L’impressione è stata che alla crescente inquietudine delle comunità abbia risposto una comunicazione scoordinata, oscillante tra rassicurazioni fuori luogo – a volte di segno clamorosamente opposto rispetto al fluire degli eventi e della cronaca – e performance orientate al panico e all’allarmismo. Intendiamoci, comunicare in momenti di emergenza è tutt’altro che semplice. Anzi, è specifica disciplina addirittura per chi pratica questa professione. E probabilmente è proprio per questo che la stragrande maggioranza dei sindaci hanno scelto di “alzare la voce” per riuscire a presidiare un campo per loro sconosciuto ed insidiosissimo, scarsamente praticabile con aplomb e sobrietà da fascia tricolore.

La misura del successo del messaggio scelto da ogni primo cittadino, al netto del taglio specifico, è dipesa quindi dalla sua abilità nel costruire un filo diretto con la propria comunità, un perimetro in cui istituzione e cittadino potessero riconoscersi e, naturalmente, dalla sua credibilità personale. Un aspetto, quest’ultimo, assolutamente decisivo. Tanto più perché l’isolamento ha schiacciato l’attenzione dell’opinione pubblica quasi interamente sui social. Tutti hanno guardato tutti. E così ogni riproposizione di tecniche già viste altrove è divenuta evidentissima, con l’ovvia conseguenza di indebolire la forza e l’autorevolezza dell’appello, del richiamo alla responsabilità e anche della censura di comportamenti sbagliati. Perché il modo di comunicare, probabilmente, è stato addirittura più importante del merito delle comunicazioni.
Difficile stilare una classifica dei sindaci più efficaci.
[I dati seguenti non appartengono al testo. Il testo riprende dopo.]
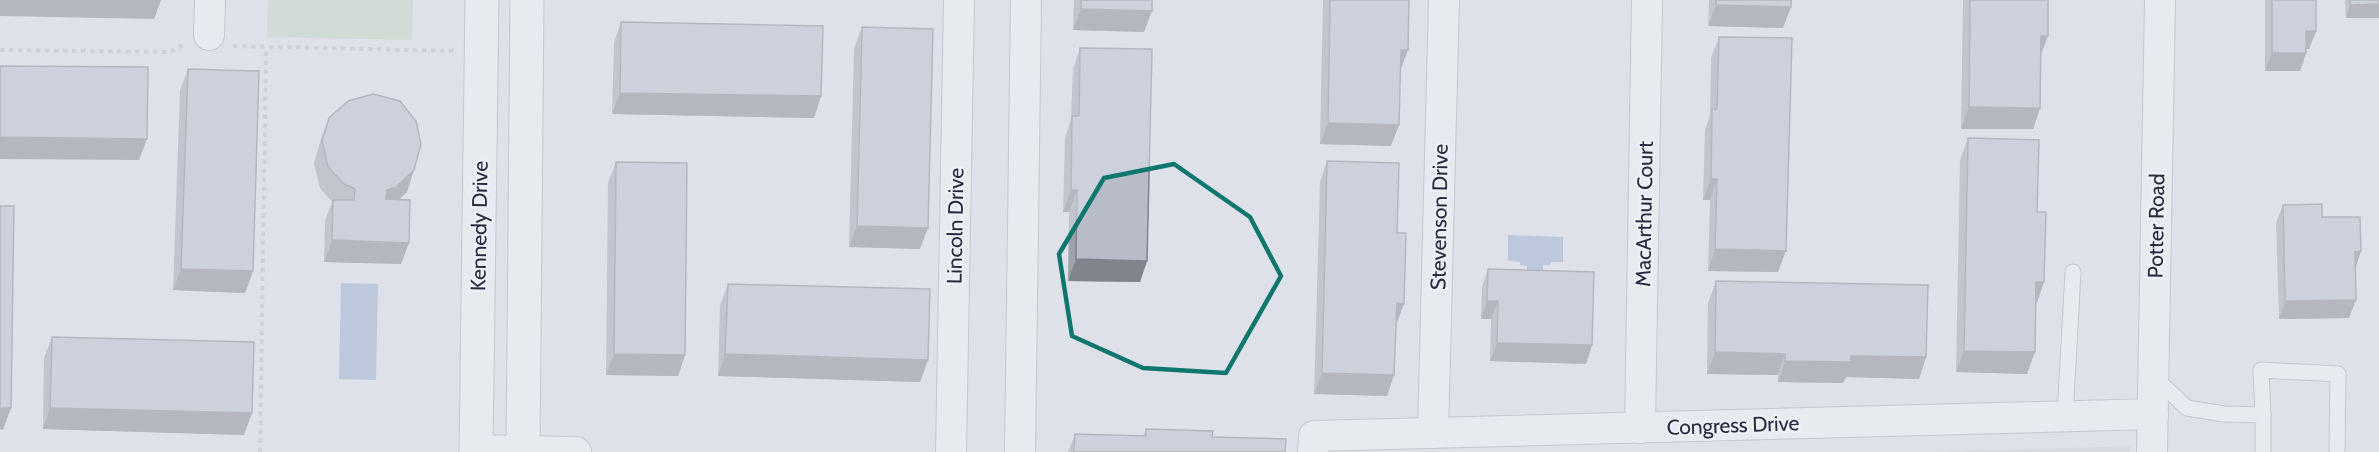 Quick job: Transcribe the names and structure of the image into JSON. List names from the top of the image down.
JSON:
{
  "streets": {
    "street": [
      "MacArthur Court",
      "Stevenson Drive",
      "Kennedy Drive",
      "Lincoln Drive",
      "Potter Road",
      "Congress Drive"
    ]
  },
  "crossings": [
    ["MacArthur Court", "Congress Drive"],
    ["Stevenson Drive", "Congress Drive"],
    ["Potter Road", "Congress Drive"]
  ]
}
Di sicuro, come ha confermato l’attenzione extraprovinciale ed extraregionale, quelli che hanno fatto centro con maggiore evidenza sono stati Decaro e Tutolo, capaci di interpretare – ciascuno a modo suo – l’anima delle rispettive comunità, con una linea sempre uguale, che raramente ha sbandato e che ha mantenuto una ferrea coerenza in termini di contenuti, forma e “taglio social”. Con altrettanta certezza, come si diceva prima, si può dire che abbiano pagato poco, sul piano della credibilità individuale, le linee ondivaghe, come ad esempio quella del sindaco di Milano Beppe Sala, passato dalla “Milano non si ferma” alle Ordinanza ultrarestrittive, anche se con l’attenuante di aver chiesto scusa ai milanesi per l’errore iniziale.
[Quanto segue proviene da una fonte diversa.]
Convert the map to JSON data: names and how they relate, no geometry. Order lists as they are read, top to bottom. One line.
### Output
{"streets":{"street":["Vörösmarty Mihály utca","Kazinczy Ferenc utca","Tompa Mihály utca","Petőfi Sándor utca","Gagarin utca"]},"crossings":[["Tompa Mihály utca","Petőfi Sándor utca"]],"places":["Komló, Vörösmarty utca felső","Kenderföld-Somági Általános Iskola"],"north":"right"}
Ora che comunicativamente la fase emergenziale pare superata, almeno per ciò che riguarda la conoscenza dei rischi connessi alla violazione delle disposizioni governative, l’attenzione dei sindaci si è riversata pressoché interamente su un’altra partita, non meno complessa e non meno rischiosa: l’informazione circa l’erogazione delle misure di sostegno economico disposte dal Governo a quanti sono stati messi in ginocchio dall’emergenza sanitaria. Nuovamente con formule social poco canoniche, in cui ogni sindaco sembra essere il vero protagonista assoluto. Una personalizzazione che ancora una volta rischia di spostare il “peso” del messaggio dal suo effettivo contenuto alla credibilità di chi lo comunica, in una declinazione forse eccessivamente estremizzata del legame tra una comunità ed il proprio sindaco eletto in modo diretto.
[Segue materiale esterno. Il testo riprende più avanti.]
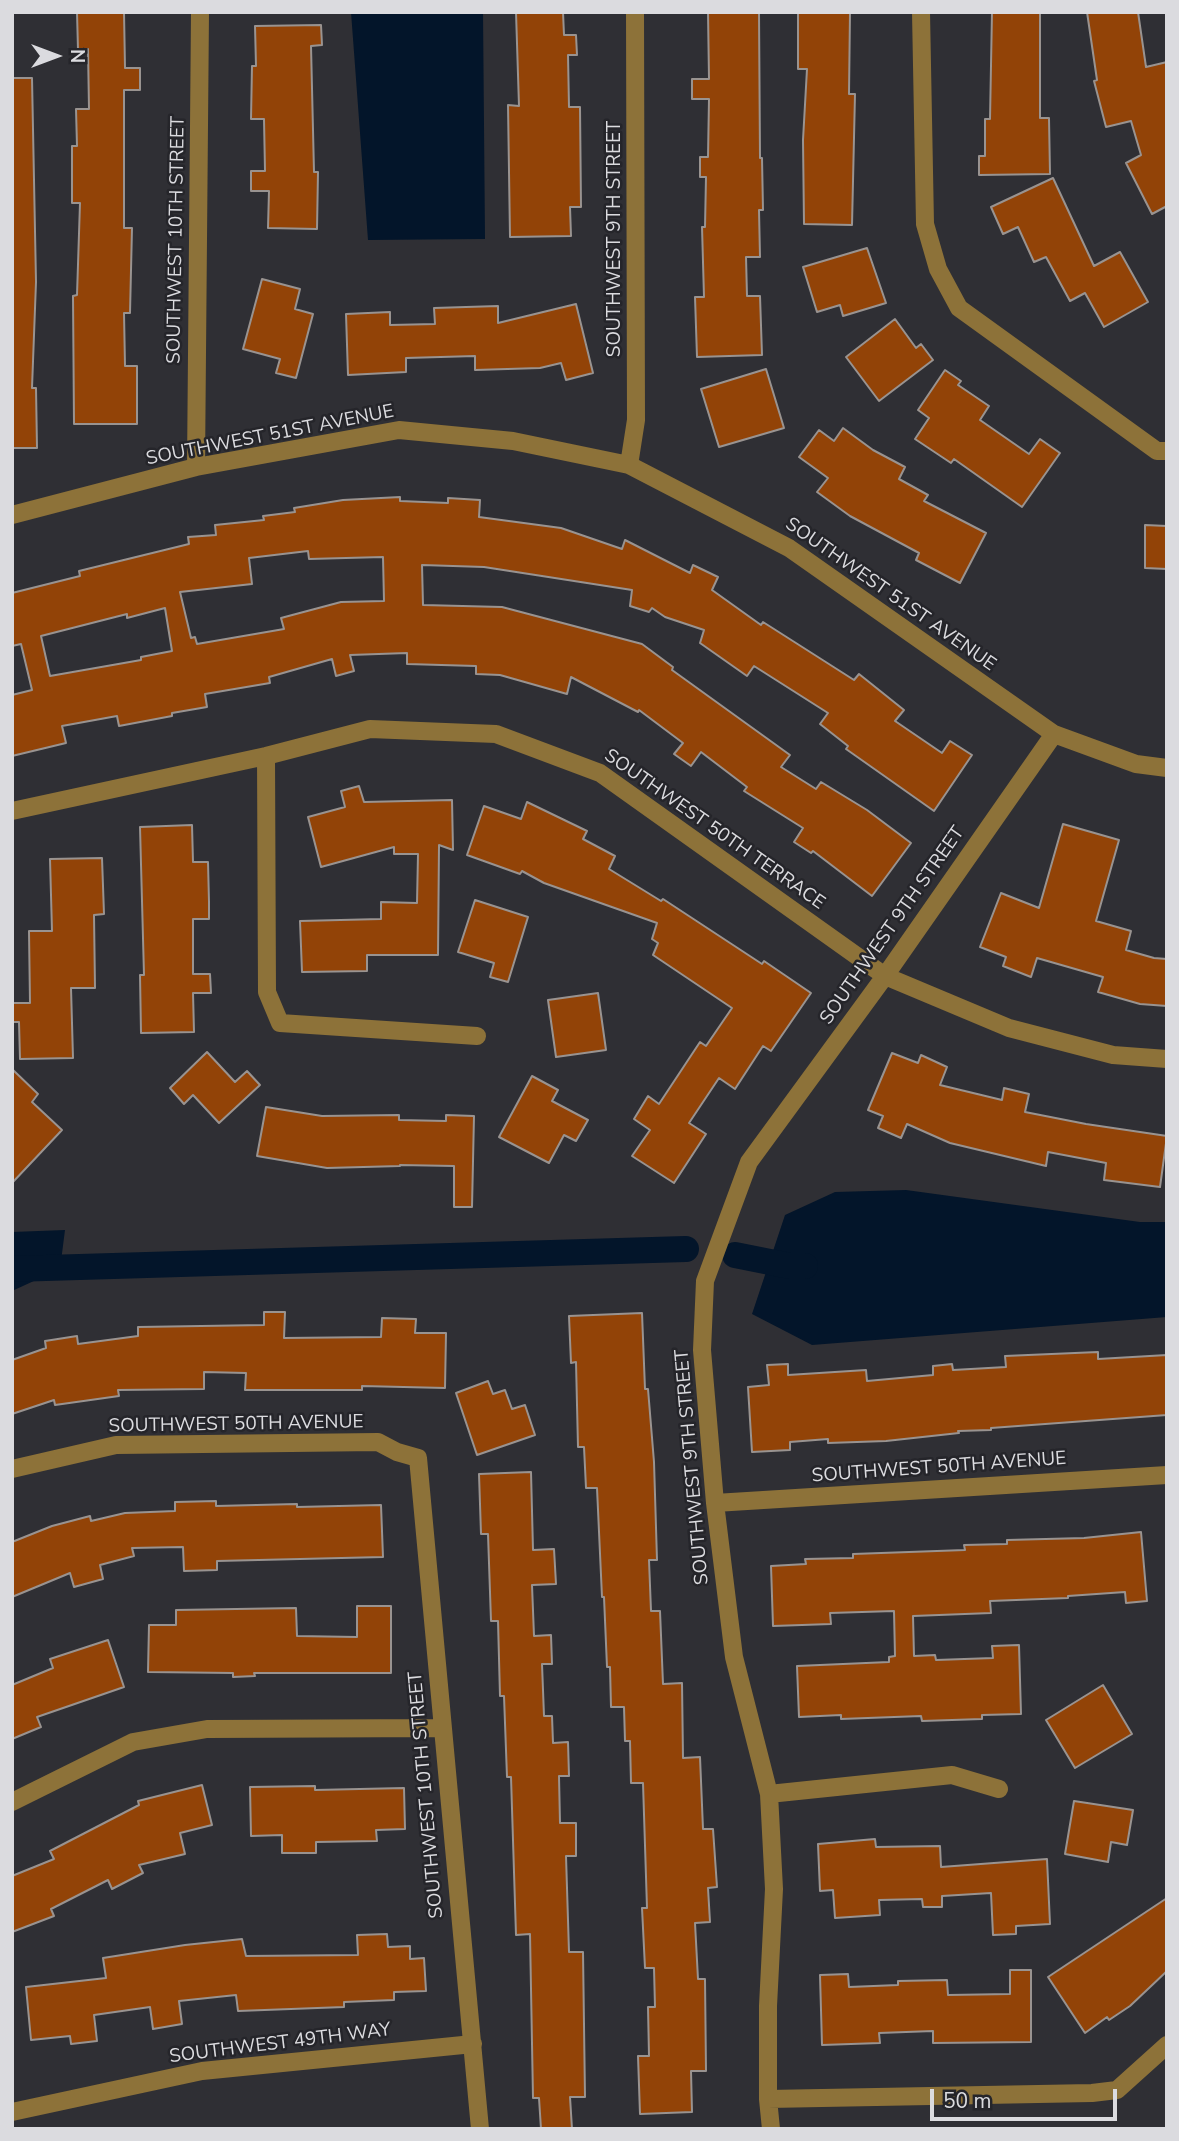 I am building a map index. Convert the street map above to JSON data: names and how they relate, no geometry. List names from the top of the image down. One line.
{"streets":{"street":["SOUTHWEST 9TH STREET","SOUTHWEST 10TH STREET","SOUTHWEST 51ST AVENUE","SOUTHWEST 50TH TERRACE","SOUTHWEST 50TH AVENUE","SOUTHWEST 49TH WAY"]},"crossings":[["SOUTHWEST 9TH STREET","SOUTHWEST 51ST AVENUE"],["SOUTHWEST 9TH STREET","SOUTHWEST 50TH TERRACE"],["SOUTHWEST 9TH STREET","SOUTHWEST 50TH AVENUE"],["SOUTHWEST 10TH STREET","SOUTHWEST 51ST AVENUE"],["SOUTHWEST 10TH STREET","SOUTHWEST 50TH AVENUE"],["SOUTHWEST 10TH STREET","SOUTHWEST 49TH WAY"]],"scale_bar":"50 m","north":"right"}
Un banco di prova rilevantissimo, i cui risultati saranno veramente noti solo a pandemia superata, quando la scia della qualità di questa comunicazione d’emergenza con ogni probabilità influenzerà stima e consenso popolari. Ed i sindaci, dal fumo della trincea e della prima linea, torneranno ad indossare i più comodi abiti dell’amministrazione e della polemica politica.